Senate Majority Leader Harry Reid, Democrat of Nevada, told The Las Vegas Sun he’s ready to “take a real close look” at legalizing MMJ. Asked about full legalization of cannabis, he said he “didn’t know about that,” but his comments are likely to add fuel to the national debate over legal pot.
Reid said he changed his mind about medical marijuana after seeing patients who were helped by weed. They included the the son of a Las Vegas official, he told The Sun.
“He was so skinny and doing so poorly, and someone told him and his mom, you know, you should smoke some marijuana,” he said. “You get the munchies, you get extremely hungry. So I thought, you know, there might be some medical reasons for taking another look at this.”
Reid, a Mormon, isn’t known for his socially controversial stands, at least not until lately. But he has been shifting to the left in recent years, taking more liberal positions on gun control, gay rights and immigration.
Those stances have followed the political path of his own state, which in recent years has veered from a libertarian path to a more progressive tack. Medical pot is already legal in Nevada, though it’s still being implemented.
A number of cities across the state, including Las Vegas, have imposed moratoriums on medical cannabis dispensaries while they figure out how to regulate them.
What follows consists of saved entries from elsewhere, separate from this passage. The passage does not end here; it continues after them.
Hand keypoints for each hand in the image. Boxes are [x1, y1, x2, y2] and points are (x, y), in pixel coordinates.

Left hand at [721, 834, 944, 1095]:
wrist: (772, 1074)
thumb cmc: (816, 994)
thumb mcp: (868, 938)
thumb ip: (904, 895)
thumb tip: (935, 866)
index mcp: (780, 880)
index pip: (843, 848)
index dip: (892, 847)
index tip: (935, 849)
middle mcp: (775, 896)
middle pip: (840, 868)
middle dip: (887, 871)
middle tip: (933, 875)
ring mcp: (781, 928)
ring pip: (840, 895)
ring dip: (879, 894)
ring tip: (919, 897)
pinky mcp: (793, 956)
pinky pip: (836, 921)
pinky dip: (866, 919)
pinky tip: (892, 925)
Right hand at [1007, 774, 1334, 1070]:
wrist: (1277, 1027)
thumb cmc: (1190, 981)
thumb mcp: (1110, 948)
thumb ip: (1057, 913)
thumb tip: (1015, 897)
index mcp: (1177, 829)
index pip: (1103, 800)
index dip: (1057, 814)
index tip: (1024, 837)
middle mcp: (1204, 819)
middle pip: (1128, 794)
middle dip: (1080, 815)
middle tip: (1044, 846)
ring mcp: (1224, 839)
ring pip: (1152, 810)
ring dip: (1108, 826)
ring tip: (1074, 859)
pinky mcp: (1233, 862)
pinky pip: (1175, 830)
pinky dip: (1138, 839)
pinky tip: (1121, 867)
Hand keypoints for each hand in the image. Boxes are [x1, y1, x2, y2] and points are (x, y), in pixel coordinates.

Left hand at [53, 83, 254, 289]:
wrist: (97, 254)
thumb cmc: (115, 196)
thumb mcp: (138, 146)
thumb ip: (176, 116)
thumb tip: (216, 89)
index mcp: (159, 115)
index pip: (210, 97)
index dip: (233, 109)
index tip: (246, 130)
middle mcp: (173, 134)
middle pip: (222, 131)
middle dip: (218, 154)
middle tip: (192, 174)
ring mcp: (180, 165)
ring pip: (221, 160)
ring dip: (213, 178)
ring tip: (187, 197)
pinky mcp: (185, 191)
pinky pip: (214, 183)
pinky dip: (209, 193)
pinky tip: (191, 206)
Some local leaders have expressed concern the drug is still illegal under federal law.
It’s not clear exactly what they’re afraid of. The Justice Department announced in August that it wouldn’t interfere with states that legalize recreational or medical weed as long as they enforce several strict guidelines, such as keeping pot out of the hands of kids. And the feds have never made a practice of prosecuting local or state officials for regulating legal marijuana.
In essence, these people are taking the position that they’re obligated to follow federal rather than state law, when in fact exactly the opposite is true. Municipalities are entities of the state, not the federal government.
Reid agrees. “I guarantee you one thing,” he said. “We waste a lot of time and law enforcement going after these guys that are smoking marijuana.”
It’s not clear what impact his statements will have nationally. A majority of Americans favor legalization, and two states have taken that step: Washington and Colorado. Nineteen others allow medical marijuana, including Nevada.
But Congress is likely to be much more reticent, especially with a conservative Republican majority in the House that could hold the chamber until 2020 or later. Even with more liberals or libertarians, though, national lawmakers aren’t known for their speed in addressing drug reform.